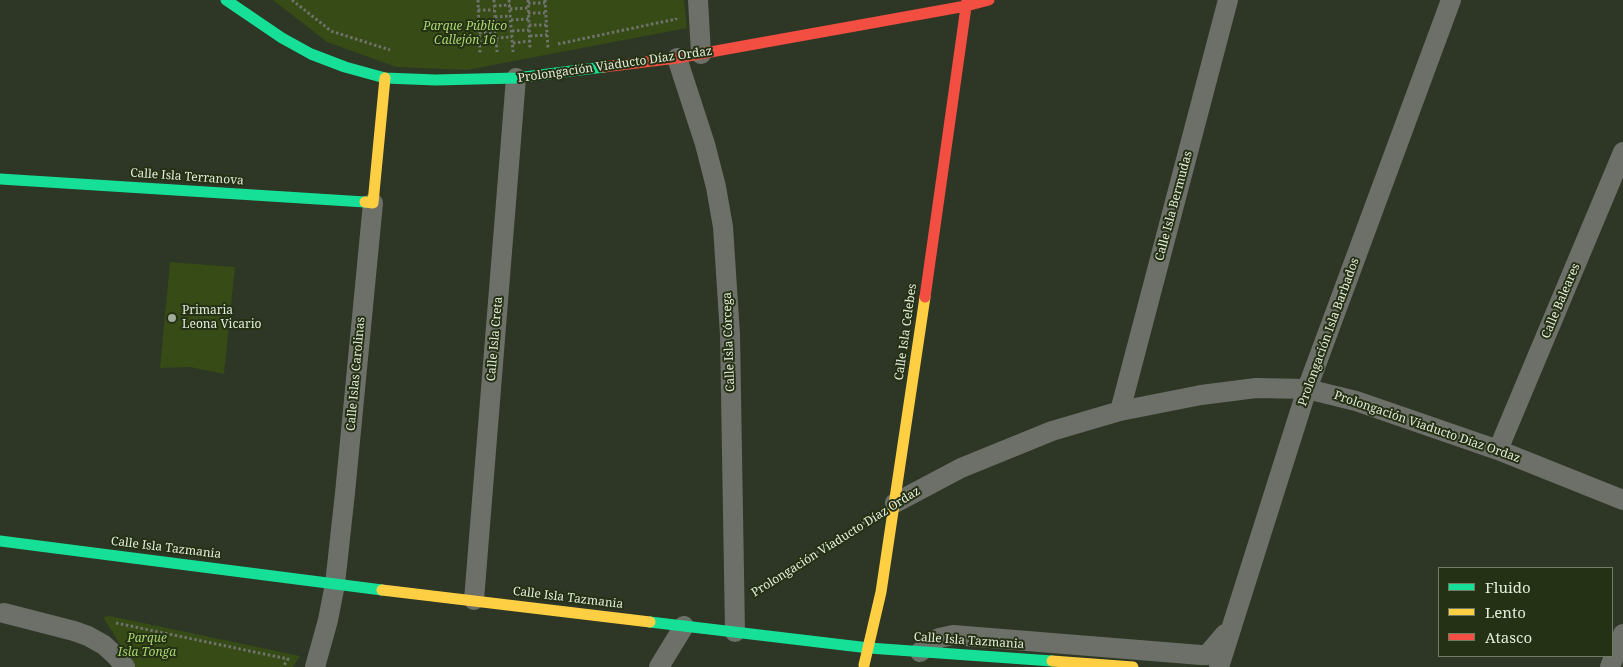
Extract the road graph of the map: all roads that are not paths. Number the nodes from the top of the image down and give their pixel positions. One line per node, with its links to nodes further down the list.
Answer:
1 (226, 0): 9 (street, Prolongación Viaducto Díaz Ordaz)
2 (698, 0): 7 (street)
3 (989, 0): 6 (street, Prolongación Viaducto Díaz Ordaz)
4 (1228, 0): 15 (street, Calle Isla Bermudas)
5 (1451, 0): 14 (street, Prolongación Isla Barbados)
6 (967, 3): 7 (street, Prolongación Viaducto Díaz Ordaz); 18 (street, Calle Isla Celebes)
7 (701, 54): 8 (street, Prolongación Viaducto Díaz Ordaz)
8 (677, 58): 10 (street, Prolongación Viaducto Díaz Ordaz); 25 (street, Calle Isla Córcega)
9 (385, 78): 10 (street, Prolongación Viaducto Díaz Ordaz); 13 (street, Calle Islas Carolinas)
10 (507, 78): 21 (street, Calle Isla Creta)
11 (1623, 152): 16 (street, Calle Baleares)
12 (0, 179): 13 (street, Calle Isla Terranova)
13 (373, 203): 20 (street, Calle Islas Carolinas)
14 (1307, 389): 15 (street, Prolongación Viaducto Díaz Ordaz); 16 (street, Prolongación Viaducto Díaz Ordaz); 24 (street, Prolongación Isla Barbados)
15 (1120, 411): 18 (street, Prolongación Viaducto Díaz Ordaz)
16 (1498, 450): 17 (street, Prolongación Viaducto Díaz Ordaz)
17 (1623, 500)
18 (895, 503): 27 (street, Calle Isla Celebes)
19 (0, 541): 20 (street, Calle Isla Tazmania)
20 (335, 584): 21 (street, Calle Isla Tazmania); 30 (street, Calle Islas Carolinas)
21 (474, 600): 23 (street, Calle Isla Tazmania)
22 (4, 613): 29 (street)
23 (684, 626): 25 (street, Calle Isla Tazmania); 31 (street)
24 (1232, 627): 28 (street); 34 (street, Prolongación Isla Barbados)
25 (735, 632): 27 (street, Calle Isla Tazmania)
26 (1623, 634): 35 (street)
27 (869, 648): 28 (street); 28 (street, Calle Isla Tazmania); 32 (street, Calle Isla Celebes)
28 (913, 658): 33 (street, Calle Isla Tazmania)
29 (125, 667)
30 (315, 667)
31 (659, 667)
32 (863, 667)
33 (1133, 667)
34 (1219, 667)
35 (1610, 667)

□ □ □ □

▸ WHAT TO PRODUCE
Identify and extract each line of the listing that contains "Islas".

▸ COMPLETED EXERCISE
9 (385, 78): 10 (street, Prolongación Viaducto Díaz Ordaz); 13 (street, Calle Islas Carolinas)
13 (373, 203): 20 (street, Calle Islas Carolinas)
20 (335, 584): 21 (street, Calle Isla Tazmania); 30 (street, Calle Islas Carolinas)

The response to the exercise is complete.